▶ **PROBLEM DETAILS**
Exactly one number should make up the answer: how many lines of the listing contain the string "Iowa".

────────────────────────────────────────

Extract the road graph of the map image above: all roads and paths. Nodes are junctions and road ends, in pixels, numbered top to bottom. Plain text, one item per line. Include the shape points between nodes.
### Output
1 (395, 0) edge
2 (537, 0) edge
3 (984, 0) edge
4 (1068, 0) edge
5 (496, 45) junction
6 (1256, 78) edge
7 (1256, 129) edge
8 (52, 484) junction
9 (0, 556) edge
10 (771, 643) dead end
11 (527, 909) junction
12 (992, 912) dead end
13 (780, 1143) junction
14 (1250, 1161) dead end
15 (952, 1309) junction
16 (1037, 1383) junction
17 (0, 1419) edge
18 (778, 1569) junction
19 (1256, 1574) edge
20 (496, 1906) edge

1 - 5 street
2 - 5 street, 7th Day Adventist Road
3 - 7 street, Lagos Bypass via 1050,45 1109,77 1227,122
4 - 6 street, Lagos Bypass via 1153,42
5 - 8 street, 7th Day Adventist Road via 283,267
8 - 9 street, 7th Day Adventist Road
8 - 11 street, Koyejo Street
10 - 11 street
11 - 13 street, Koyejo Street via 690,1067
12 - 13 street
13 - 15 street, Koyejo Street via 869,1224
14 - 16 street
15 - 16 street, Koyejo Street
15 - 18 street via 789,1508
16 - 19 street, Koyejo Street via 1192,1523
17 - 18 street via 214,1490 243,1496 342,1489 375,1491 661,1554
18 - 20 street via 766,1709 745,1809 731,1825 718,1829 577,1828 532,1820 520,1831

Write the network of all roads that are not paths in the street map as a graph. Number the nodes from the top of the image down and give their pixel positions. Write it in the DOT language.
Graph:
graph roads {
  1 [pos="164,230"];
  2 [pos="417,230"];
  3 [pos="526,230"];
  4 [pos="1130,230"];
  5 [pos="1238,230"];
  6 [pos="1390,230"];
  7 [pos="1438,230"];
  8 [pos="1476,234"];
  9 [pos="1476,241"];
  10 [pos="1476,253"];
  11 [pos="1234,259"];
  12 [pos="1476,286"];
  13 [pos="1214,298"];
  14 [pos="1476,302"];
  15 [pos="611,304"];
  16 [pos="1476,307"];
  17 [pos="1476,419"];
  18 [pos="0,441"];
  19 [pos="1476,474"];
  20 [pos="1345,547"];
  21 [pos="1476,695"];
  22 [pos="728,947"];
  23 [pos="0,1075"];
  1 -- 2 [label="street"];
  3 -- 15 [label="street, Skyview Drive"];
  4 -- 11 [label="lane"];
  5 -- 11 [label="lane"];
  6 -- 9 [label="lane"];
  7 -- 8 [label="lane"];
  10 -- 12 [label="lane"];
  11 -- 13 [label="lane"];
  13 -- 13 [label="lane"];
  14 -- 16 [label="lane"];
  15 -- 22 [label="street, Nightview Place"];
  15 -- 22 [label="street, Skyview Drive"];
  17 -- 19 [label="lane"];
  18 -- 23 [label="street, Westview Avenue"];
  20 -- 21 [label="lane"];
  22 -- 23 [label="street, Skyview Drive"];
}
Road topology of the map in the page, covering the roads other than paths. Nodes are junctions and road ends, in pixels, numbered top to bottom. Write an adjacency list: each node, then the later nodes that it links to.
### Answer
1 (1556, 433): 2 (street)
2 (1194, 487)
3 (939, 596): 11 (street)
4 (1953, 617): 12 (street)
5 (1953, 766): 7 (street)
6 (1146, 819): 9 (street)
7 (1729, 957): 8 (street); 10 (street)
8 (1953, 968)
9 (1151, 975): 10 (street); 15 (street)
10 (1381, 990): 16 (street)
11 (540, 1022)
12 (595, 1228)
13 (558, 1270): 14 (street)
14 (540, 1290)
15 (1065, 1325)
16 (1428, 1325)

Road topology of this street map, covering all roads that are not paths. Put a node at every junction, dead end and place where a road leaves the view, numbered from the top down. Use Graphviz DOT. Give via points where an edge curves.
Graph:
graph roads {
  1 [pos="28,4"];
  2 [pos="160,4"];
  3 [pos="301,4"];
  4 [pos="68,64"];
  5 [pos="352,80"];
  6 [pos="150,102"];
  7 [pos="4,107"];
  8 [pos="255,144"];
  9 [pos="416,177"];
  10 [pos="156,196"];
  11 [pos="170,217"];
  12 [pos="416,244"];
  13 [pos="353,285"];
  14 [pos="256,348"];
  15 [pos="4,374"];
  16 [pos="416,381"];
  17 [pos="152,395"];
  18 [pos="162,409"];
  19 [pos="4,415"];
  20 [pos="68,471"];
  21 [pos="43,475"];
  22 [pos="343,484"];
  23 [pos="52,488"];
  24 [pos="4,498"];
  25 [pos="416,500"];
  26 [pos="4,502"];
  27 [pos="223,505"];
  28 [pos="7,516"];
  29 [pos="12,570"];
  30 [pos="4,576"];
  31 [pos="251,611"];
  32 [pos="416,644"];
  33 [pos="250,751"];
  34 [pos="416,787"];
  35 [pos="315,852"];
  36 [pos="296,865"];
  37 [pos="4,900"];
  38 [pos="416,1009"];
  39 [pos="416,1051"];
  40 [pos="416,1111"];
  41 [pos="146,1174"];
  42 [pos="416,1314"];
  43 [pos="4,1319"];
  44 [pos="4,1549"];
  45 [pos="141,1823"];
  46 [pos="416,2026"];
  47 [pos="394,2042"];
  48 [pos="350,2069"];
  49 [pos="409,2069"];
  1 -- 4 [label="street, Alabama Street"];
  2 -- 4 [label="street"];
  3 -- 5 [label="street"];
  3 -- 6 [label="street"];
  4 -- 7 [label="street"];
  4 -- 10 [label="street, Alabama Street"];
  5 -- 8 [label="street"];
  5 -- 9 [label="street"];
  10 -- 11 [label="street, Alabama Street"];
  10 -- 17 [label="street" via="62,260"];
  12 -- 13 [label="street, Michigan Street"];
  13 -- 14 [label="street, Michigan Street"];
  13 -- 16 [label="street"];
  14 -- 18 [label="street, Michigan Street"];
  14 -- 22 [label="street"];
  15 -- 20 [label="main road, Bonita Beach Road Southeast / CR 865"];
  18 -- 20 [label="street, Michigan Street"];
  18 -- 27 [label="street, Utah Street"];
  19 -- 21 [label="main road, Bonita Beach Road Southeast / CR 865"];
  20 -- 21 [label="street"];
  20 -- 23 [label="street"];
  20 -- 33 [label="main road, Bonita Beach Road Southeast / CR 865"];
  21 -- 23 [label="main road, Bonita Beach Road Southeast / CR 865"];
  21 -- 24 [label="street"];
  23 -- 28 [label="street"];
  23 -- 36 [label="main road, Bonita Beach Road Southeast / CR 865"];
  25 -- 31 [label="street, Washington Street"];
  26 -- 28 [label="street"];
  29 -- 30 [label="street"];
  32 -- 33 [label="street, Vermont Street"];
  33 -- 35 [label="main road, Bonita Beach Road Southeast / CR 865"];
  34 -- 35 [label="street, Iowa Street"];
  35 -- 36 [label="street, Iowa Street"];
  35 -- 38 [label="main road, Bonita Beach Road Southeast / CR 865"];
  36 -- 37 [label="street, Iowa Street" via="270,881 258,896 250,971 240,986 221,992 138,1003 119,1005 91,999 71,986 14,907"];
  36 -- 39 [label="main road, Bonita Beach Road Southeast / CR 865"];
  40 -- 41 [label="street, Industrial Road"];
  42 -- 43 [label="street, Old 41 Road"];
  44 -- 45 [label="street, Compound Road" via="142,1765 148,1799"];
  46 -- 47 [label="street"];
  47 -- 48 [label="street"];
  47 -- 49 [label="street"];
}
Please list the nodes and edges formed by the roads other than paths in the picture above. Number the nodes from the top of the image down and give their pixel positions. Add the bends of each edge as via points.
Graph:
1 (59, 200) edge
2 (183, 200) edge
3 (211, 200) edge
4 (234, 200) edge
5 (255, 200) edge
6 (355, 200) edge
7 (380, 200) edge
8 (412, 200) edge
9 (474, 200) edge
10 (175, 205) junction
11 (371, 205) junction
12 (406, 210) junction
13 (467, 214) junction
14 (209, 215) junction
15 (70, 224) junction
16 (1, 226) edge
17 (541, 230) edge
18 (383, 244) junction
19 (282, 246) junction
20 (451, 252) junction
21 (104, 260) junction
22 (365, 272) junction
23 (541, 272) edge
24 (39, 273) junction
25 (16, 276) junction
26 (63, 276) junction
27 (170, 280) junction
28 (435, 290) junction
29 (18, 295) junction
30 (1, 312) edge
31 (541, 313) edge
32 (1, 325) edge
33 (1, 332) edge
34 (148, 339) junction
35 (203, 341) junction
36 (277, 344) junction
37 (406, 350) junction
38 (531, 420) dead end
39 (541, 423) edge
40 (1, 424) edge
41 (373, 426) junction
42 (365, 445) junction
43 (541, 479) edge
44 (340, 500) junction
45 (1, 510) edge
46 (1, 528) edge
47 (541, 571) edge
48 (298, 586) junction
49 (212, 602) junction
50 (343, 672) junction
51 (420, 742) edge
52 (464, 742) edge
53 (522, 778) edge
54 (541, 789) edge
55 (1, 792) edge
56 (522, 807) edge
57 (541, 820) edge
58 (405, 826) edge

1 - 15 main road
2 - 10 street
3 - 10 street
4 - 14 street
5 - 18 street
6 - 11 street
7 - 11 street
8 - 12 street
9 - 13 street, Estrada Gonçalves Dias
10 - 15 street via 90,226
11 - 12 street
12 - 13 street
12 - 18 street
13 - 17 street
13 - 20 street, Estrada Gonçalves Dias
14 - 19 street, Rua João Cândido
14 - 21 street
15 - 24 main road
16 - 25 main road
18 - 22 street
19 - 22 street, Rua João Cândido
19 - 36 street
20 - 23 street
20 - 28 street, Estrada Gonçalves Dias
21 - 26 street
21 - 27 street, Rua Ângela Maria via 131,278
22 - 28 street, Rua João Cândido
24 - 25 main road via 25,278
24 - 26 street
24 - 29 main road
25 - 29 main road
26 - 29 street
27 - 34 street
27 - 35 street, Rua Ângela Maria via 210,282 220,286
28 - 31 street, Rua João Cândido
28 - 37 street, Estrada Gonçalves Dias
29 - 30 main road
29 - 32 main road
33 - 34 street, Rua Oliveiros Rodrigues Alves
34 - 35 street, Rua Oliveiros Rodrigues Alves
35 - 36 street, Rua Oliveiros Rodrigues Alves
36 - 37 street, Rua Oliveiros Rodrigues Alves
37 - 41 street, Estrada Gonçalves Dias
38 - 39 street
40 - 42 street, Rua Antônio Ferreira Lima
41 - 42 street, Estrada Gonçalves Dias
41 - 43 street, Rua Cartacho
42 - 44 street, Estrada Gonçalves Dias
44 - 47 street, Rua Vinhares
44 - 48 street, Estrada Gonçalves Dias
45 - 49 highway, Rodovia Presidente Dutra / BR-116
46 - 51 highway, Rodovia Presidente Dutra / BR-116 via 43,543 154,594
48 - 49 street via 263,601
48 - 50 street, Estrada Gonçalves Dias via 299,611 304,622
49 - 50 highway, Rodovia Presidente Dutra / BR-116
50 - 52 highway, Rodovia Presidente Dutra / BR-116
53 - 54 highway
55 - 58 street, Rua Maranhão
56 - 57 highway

────────────────────────────────────────

▶ **SOLUTION TO THE EXERCISE**
3